== Requirement ==
Could you transcribe all of the data exactly and skip any pictures?

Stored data
· · · ·
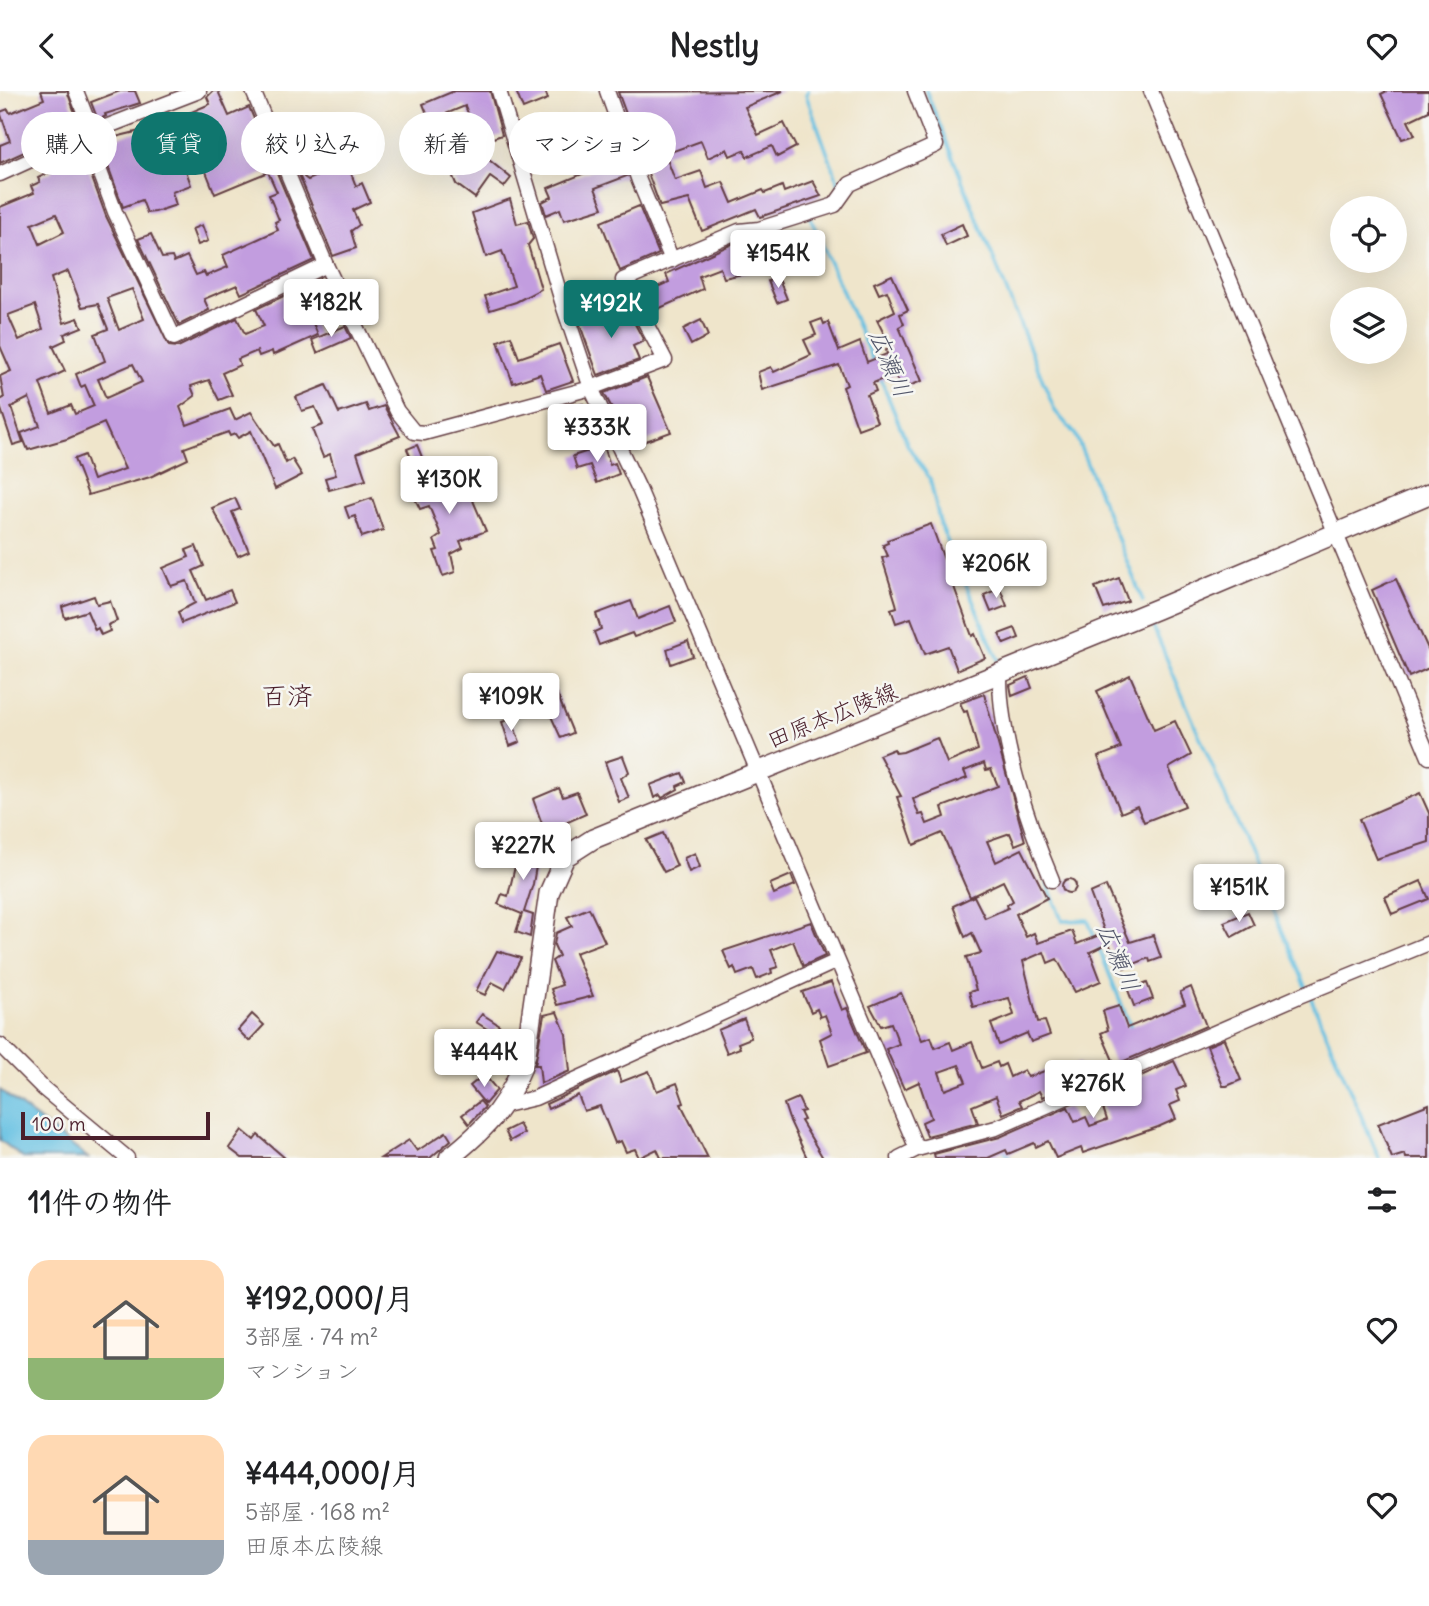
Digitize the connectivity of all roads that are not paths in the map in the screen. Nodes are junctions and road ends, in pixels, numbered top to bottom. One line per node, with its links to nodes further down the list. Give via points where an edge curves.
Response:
1 (76, 91): 8 (street)
2 (199, 91): 9 (street)
3 (253, 91): 14 (street)
4 (499, 91): 15 (street)
5 (607, 91): 13 (street)
6 (915, 91): 13 (street, via 936,145 850,184 835,205 759,229 738,231)
7 (1151, 91): 17 (street)
8 (83, 112)
9 (117, 123)
10 (21, 164): 11 (street)
11 (0, 174)
12 (101, 175): 14 (street, via 174,338)
13 (672, 260): 15 (street, via 623,280 665,361)
14 (326, 265): 15 (street, via 397,411 414,432)
15 (592, 388): 20 (street)
16 (1429, 494): 17 (main road, 田原本広陵線)
17 (1338, 534): 18 (main road, 田原本広陵線); 19 (street)
18 (1000, 673): 20 (main road, 田原本広陵線); 21 (street, via 999,702 1012,770)
19 (1428, 752)
20 (758, 771): 23 (street); 25 (main road, 田原本広陵線, via 593,839 565,857 549,893 526,1054)
21 (1052, 880)
22 (1429, 943): 26 (street, via 991,1130)
23 (836, 961): 25 (street, via 535,1098); 26 (street)
24 (0, 1045): 27 (street, via 44,1089)
25 (505, 1105): 28 (main road, 田原本広陵線)
26 (909, 1155)
27 (127, 1158)
28 (449, 1158)

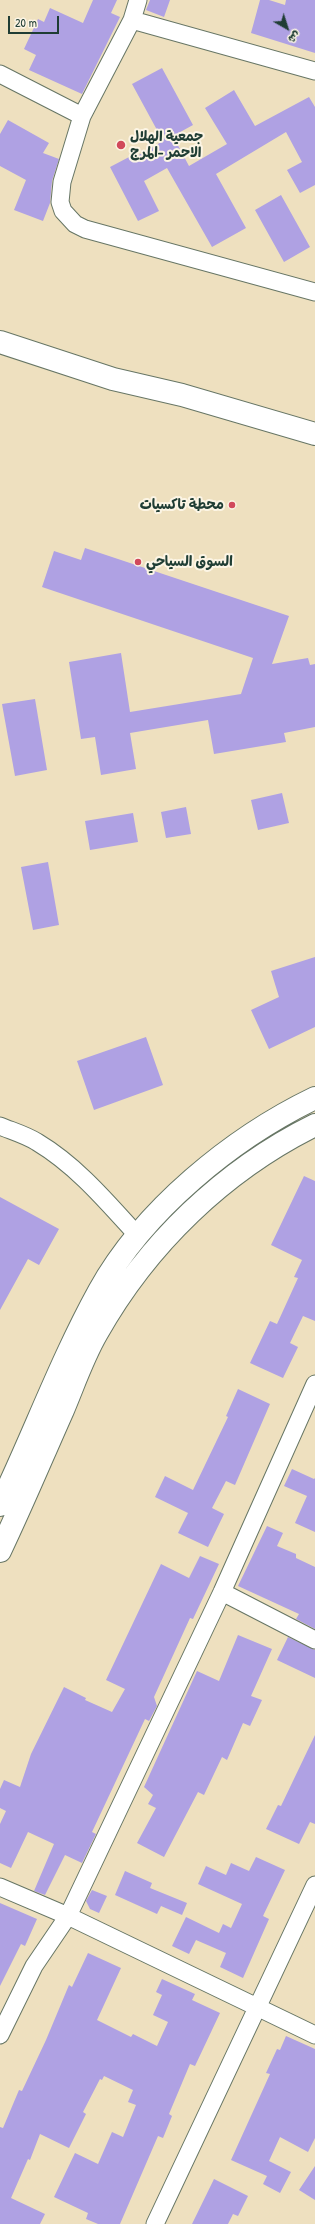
· · · ·
== Written solution ==
Digitize the connectivity of all roads that are not paths in the map in the screen. Nodes are junctions and road ends, in pixels, numbered top to bottom. One line per node, with its links to nodes further down the list. Give via points where an edge curves.
Response:
1 (76, 91): 8 (street)
2 (199, 91): 9 (street)
3 (253, 91): 14 (street)
4 (499, 91): 15 (street)
5 (607, 91): 13 (street)
6 (915, 91): 13 (street, via 936,145 850,184 835,205 759,229 738,231)
7 (1151, 91): 17 (street)
8 (83, 112)
9 (117, 123)
10 (21, 164): 11 (street)
11 (0, 174)
12 (101, 175): 14 (street, via 174,338)
13 (672, 260): 15 (street, via 623,280 665,361)
14 (326, 265): 15 (street, via 397,411 414,432)
15 (592, 388): 20 (street)
16 (1429, 494): 17 (main road, 田原本広陵線)
17 (1338, 534): 18 (main road, 田原本広陵線); 19 (street)
18 (1000, 673): 20 (main road, 田原本広陵線); 21 (street, via 999,702 1012,770)
19 (1428, 752)
20 (758, 771): 23 (street); 25 (main road, 田原本広陵線, via 593,839 565,857 549,893 526,1054)
21 (1052, 880)
22 (1429, 943): 26 (street, via 991,1130)
23 (836, 961): 25 (street, via 535,1098); 26 (street)
24 (0, 1045): 27 (street, via 44,1089)
25 (505, 1105): 28 (main road, 田原本広陵線)
26 (909, 1155)
27 (127, 1158)
28 (449, 1158)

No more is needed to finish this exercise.